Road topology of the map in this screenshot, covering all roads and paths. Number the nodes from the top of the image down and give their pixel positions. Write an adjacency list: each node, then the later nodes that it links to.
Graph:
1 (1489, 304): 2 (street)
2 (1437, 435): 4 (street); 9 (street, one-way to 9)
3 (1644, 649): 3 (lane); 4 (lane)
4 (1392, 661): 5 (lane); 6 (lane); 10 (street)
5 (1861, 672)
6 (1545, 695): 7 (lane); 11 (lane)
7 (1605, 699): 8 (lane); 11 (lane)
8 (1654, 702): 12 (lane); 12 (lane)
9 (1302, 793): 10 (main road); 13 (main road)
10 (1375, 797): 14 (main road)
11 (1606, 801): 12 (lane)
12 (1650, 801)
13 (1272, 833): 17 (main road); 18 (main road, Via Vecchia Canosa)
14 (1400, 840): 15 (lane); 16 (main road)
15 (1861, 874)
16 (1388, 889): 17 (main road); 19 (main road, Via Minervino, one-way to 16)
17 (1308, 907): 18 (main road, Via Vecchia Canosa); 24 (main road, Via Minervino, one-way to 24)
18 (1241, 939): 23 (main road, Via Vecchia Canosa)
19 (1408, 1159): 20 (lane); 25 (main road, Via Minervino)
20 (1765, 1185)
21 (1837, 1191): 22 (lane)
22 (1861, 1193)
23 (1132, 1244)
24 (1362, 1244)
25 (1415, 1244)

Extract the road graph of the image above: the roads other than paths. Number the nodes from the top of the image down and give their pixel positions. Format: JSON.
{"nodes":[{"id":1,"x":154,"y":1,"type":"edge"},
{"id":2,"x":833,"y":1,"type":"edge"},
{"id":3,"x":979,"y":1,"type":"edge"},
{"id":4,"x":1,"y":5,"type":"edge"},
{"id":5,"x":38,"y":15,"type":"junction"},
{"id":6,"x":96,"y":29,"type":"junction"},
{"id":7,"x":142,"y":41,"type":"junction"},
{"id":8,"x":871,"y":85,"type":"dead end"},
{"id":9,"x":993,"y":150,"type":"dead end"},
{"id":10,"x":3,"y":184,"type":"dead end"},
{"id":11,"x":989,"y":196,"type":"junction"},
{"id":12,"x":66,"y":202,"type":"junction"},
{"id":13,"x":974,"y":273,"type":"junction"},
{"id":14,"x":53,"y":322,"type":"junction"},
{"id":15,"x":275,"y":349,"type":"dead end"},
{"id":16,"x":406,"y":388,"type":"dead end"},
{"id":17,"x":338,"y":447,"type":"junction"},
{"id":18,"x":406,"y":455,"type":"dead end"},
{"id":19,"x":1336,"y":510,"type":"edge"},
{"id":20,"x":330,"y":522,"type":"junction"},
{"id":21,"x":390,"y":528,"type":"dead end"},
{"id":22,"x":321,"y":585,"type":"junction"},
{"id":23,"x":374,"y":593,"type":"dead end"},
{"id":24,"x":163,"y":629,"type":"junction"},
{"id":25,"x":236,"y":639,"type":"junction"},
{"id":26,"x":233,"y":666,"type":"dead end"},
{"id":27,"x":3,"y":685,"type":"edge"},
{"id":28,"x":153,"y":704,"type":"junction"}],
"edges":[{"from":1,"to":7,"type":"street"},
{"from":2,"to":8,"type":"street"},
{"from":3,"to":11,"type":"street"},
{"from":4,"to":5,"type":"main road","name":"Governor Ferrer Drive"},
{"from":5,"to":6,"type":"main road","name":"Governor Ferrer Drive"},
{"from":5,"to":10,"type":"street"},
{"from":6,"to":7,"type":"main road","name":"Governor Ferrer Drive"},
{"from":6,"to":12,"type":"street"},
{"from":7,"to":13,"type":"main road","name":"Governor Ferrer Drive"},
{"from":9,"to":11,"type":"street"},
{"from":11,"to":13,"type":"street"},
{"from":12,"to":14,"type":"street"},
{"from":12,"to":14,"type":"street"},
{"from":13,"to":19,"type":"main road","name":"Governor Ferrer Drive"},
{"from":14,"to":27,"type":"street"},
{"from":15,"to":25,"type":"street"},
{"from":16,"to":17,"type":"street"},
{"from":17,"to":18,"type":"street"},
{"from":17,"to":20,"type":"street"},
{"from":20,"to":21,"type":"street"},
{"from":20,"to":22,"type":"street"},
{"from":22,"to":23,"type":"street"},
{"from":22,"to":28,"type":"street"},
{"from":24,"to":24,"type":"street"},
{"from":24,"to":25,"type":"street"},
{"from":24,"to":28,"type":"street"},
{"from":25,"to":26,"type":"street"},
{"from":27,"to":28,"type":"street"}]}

====================

Directions:
Whenever the word "nodes" occurs in a line of the listing above, return that line.

Written response:
Road topology of the map in this screenshot, covering all roads and paths. Number the nodes from the top of the image down and give their pixel positions. Write an adjacency list: each node, then the later nodes that it links to.
Extract the road graph of the image above: the roads other than paths. Number the nodes from the top of the image down and give their pixel positions. Format: JSON.
{"nodes":[{"id":1,"x":154,"y":1,"type":"edge"},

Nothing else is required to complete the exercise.